Exercise goal - From the line containing "pinky mcp: (179, 264)" to the line containing "thumb tip: (777, 258)" in the entries below, reproduce every line exactly, ends included. Nothing else belongs in the copy, and no pictures.

Pose landmark coordinates -
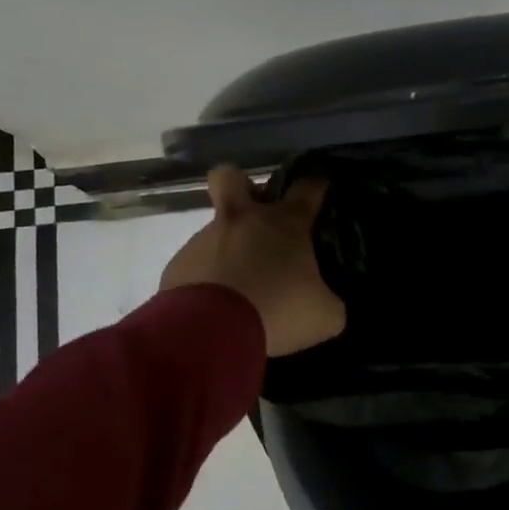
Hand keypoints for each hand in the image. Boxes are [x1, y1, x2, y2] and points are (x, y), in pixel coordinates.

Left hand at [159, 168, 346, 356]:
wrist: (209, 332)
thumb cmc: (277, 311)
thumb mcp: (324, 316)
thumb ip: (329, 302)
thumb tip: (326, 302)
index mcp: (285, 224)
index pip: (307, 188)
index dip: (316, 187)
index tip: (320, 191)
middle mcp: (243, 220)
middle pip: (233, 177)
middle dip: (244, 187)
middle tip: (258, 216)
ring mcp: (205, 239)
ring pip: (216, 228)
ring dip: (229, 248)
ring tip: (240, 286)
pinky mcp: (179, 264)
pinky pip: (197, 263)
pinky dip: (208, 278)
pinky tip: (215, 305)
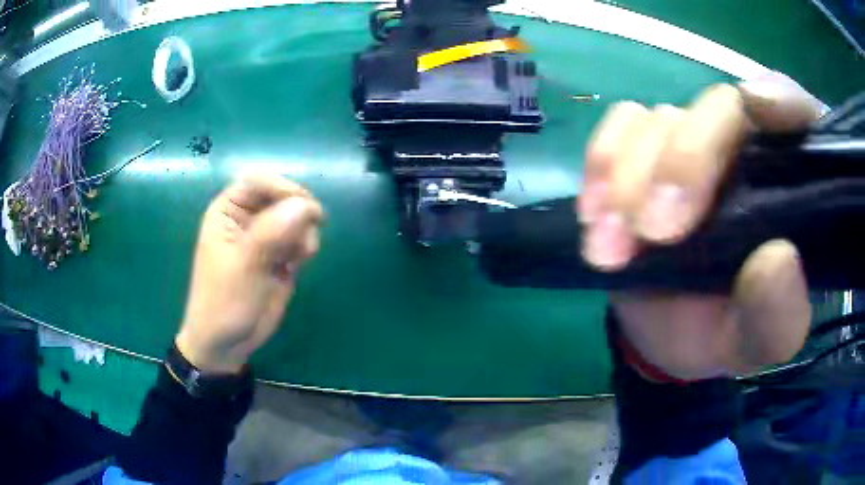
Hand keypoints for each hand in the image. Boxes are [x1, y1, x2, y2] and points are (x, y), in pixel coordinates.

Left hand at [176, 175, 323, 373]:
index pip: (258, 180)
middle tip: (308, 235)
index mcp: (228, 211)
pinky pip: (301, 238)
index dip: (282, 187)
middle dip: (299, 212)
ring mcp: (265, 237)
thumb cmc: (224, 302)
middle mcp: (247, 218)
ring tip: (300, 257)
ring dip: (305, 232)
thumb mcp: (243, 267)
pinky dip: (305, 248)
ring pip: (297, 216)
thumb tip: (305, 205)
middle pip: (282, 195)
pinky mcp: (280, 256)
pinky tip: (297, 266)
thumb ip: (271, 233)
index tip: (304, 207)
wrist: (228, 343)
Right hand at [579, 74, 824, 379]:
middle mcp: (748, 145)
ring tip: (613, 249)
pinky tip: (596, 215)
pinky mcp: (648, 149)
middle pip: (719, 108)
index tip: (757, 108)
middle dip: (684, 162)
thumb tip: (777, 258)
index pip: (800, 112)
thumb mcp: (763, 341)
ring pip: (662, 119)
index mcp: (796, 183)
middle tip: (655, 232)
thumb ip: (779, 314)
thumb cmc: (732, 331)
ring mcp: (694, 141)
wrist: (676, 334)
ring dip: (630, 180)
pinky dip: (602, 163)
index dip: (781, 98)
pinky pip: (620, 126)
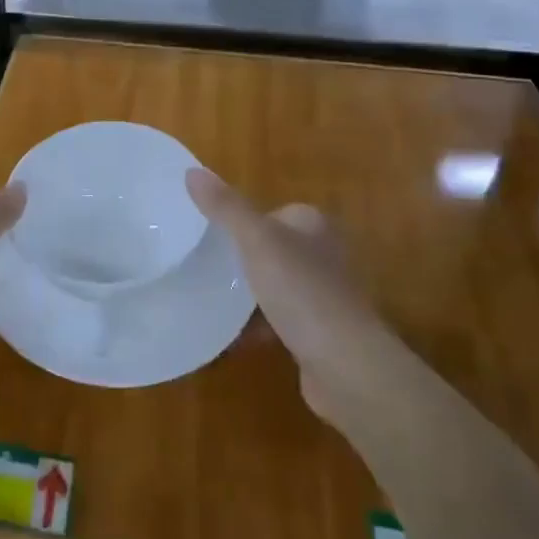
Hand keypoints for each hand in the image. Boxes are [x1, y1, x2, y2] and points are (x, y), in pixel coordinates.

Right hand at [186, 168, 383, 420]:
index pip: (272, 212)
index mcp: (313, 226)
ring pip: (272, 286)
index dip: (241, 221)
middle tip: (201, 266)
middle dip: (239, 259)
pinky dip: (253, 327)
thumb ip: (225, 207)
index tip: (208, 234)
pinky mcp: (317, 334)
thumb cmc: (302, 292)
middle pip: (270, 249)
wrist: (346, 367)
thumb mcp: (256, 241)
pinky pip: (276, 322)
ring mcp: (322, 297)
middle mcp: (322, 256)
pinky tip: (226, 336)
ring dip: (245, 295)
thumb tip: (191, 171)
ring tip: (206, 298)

Solution to this problem -
pinky mcp: (179, 264)
pinky pip: (197, 263)
pinky dip: (208, 278)
pinky tip: (215, 305)
Hand keypoints for each hand in the image. Boxes are [x1, y1, x2, y2] and points are (x, y), in pixel coordinates.

Left hand at [176, 175, 323, 373]:
index pip: (258, 180)
middle tip: (308, 235)
index mcp: (228, 211)
pinky pip: (301, 238)
index dip: (282, 187)
middle dip: (299, 212)
ring mcp: (265, 237)
thumb cmc: (224, 302)
middle mcp: (247, 218)
ring tip: (300, 257)
ring dip: (305, 232)
thumb mcp: (243, 267)
pinky dip: (305, 248)
ring pip: (297, 216)
thumb tip: (305, 205)
middle pip: (282, 195)
pinky mcp: (280, 256)
pinky tip: (297, 266)
thumb ip: (271, 233)
index tip: (304, 207)
wrist: (228, 343)
Right hand at [579, 74, 824, 379]:
middle mcp: (748, 145)
ring tip: (613, 249)
pinky tip: (596, 215)
pinky mcp: (648, 149)
middle pip: (719, 108)
index tip: (757, 108)
middle dip: (684, 162)
thumb tip: (777, 258)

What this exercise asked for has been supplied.